The AHDB’s arable cropping survey for April revealed that less than 50% of wheat was rated in good or excellent condition, whereas this time last year almost 90% of the wheat crop was reportedly in better than normal condition.

A separate AHDB report released earlier in the year showed that cropping area is also down this year, with an 80% increase in arable fallow or intended fallow land.

Mr Clarke said the prolonged wet period had left farmers no opportunity to catch up with spring plantings.

Helen Browning, chief executive of the Soil Association, who also runs an organic livestock and arable farm in Wiltshire, warned of a “potentially catastrophic” situation for society if politicians do not get environmental and farming policies right.

“At the moment, it feels as though farmers are carrying an undue proportion of the risk in terms of trying to manage their businesses at a time when they are making very little profit, if any at all,” she said, adding that “if you were economically rational, you wouldn’t farm”.

Long-term investment

The country needs to invest in the right kind of infrastructure and support for the long term to give farmers the confidence to continue producing the food on our plates, said Ms Browning.

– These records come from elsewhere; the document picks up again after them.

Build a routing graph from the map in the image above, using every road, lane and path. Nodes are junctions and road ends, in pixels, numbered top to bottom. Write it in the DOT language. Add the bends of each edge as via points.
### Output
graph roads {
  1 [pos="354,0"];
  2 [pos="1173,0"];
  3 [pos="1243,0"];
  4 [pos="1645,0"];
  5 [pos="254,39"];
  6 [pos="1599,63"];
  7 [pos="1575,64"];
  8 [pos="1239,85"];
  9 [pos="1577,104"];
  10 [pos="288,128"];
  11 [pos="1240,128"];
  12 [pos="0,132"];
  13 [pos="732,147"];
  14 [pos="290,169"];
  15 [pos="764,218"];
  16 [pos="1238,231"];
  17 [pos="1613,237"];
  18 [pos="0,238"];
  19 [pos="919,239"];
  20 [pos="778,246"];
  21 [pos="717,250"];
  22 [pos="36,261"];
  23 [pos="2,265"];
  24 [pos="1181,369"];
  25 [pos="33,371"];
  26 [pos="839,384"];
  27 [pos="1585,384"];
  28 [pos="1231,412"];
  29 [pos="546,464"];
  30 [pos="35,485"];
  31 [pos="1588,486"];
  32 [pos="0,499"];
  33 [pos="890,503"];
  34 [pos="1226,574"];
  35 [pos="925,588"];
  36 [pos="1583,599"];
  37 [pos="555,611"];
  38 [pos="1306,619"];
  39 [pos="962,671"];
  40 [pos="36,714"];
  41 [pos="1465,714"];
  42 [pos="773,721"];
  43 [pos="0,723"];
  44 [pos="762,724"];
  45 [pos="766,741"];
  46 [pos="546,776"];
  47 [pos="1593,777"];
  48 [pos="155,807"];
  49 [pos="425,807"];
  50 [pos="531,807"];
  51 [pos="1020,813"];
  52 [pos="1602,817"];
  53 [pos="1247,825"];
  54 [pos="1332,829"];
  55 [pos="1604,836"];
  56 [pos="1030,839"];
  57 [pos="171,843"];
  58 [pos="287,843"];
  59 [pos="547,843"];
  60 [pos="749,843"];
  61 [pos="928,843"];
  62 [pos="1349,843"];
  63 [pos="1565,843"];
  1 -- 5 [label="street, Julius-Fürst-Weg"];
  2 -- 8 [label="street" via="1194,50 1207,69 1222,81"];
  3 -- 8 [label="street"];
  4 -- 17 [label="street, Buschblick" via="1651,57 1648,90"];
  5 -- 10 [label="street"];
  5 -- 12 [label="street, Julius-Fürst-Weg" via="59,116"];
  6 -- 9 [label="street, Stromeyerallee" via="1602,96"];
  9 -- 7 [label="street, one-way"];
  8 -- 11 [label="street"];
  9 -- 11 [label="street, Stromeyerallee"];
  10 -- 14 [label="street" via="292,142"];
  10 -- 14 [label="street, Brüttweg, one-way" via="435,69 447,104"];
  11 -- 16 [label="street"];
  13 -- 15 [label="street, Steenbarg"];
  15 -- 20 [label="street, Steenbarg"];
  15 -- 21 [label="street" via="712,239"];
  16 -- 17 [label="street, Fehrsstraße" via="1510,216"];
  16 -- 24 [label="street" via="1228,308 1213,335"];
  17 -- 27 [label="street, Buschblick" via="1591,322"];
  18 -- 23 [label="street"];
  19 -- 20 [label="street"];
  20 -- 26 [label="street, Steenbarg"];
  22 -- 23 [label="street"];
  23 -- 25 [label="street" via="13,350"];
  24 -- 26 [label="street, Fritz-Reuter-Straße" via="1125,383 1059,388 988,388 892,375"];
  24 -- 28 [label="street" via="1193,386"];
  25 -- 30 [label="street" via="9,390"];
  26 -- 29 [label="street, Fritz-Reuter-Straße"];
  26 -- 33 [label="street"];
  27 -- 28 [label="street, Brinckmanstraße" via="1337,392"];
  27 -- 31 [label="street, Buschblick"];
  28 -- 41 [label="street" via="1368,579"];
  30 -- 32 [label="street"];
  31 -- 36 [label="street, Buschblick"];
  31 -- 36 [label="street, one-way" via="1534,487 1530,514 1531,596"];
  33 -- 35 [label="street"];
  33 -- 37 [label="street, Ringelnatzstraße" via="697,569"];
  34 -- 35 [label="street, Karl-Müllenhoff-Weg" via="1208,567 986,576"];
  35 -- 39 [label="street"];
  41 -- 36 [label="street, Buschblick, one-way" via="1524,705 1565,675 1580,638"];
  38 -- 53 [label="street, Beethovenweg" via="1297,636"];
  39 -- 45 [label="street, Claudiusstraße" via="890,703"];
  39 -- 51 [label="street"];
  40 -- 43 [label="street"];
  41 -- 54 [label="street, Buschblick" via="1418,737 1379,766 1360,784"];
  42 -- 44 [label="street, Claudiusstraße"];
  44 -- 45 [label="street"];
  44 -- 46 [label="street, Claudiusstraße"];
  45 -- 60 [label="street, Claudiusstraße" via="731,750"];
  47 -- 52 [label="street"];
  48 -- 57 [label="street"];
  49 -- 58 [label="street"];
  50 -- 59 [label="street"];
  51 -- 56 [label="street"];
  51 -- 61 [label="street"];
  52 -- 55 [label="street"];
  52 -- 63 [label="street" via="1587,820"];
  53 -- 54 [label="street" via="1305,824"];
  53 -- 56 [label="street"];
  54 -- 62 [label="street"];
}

“Actually, at the moment, a lot of farmers are considering their options and thinking about walking away from their farms,” she warned. “They could make far more money doing something else.”

Dr Hannah Cloke, professor of hydrology at the University of Reading, said to protect the nation’s food security, the UK must redouble its efforts to reduce greenhouse gas emissions and invest in sustainable farming practices, flood defences and soil health.